Henrique Pereira Araújo (; born 19 January 2002) is a Portuguese professional footballer who plays as a striker for EFL Championship club Watford on loan from Primeira Liga club Benfica.

Club career

Early career
Born in Funchal, the capital of the Portuguese island of Madeira, Araújo started his football career in the youth ranks of local side Andorinha in 2008, and later moved to Marítimo's in 2011. In 2018, aged 16, he went on a week trial with Benfica, who signed him and he subsequently moved from Madeira to Seixal, near Lisbon, to join Benfica's youth academy, despite also having trained with rivals Porto, who declined signing him.

Benfica

2020–22: Rise to the first team and UEFA Youth League
On 5 March 2019, Araújo signed his first professional contract with Benfica B. Araújo made his professional debut with Benfica B in a 1–0 LigaPro loss to Estoril on 4 October 2020. Following a prolific goalscoring form for the B team, to which he scored ten goals and provided three assist, Araújo was promoted to Benfica's first team by interim manager Nélson Veríssimo, making his debut on 2 February 2022, in a 2–1 home loss to Gil Vicente in the Primeira Liga.

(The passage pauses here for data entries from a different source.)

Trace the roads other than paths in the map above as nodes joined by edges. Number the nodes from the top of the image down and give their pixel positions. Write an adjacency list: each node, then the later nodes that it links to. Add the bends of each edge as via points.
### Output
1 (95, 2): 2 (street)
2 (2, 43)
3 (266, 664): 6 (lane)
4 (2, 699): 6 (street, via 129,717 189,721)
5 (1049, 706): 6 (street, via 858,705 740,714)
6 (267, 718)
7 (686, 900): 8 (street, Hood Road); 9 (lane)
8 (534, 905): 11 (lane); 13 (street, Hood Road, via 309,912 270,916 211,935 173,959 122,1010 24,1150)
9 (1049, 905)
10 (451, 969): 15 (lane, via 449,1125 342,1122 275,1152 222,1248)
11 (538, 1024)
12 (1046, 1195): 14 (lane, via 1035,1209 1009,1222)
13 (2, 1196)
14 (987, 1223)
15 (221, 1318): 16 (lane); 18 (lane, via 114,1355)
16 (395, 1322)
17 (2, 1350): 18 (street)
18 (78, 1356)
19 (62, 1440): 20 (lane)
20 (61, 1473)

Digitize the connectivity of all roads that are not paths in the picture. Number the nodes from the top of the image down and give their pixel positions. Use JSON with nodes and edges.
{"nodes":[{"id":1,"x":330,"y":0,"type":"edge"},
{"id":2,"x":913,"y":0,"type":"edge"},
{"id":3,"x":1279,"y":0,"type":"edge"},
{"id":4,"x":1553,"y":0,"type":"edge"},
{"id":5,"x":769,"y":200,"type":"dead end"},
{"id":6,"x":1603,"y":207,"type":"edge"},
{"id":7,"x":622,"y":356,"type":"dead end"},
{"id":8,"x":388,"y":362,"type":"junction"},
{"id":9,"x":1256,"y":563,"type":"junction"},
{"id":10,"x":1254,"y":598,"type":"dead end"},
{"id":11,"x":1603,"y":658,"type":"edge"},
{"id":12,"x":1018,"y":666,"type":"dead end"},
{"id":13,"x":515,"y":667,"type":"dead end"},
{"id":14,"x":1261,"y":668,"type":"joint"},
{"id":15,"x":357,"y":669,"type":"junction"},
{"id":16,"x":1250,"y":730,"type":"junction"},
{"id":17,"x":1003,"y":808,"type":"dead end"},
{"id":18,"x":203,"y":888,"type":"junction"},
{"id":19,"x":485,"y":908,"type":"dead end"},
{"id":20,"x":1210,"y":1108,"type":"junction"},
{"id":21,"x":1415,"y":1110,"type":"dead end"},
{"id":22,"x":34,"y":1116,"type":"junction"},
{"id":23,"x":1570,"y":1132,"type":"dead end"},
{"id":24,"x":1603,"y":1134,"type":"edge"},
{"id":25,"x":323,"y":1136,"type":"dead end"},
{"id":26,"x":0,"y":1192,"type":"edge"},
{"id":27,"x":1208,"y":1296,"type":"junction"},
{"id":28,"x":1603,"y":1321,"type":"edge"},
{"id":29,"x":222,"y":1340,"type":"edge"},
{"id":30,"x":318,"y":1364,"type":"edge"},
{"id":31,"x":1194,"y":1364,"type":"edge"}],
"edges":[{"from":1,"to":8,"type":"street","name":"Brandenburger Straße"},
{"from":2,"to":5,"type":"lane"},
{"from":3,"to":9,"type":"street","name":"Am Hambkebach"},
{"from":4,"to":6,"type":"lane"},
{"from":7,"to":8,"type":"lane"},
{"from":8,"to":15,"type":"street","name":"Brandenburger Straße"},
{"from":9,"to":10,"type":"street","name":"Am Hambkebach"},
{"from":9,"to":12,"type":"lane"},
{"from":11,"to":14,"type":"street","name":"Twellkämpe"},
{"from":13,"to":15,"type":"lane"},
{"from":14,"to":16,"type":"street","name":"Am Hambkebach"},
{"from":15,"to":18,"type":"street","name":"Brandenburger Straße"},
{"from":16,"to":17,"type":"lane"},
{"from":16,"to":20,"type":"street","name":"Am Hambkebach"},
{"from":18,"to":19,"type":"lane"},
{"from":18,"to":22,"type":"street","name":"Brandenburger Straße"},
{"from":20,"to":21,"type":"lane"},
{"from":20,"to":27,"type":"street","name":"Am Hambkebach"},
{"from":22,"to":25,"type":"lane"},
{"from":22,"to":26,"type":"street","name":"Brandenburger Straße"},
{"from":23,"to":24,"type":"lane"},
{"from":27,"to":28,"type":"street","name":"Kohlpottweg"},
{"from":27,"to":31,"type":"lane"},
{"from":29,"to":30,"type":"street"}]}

He scored his first goal for the club on 11 March in a 1–1 home draw to Vizela. During that season, Araújo played in the 2021–22 UEFA Youth League, scoring a hat-trick in the final on 25 April, in a 6–0 win over Red Bull Salzburg to help Benfica win their first Youth League title, and their first title in European football since the 1961–62 European Cup. In his first start on 13 May, Araújo scored a brace in a 2–0 away win against Paços de Ferreira. On 5 September, he agreed to a contract extension to 2027, increasing his buyout clause to €100 million.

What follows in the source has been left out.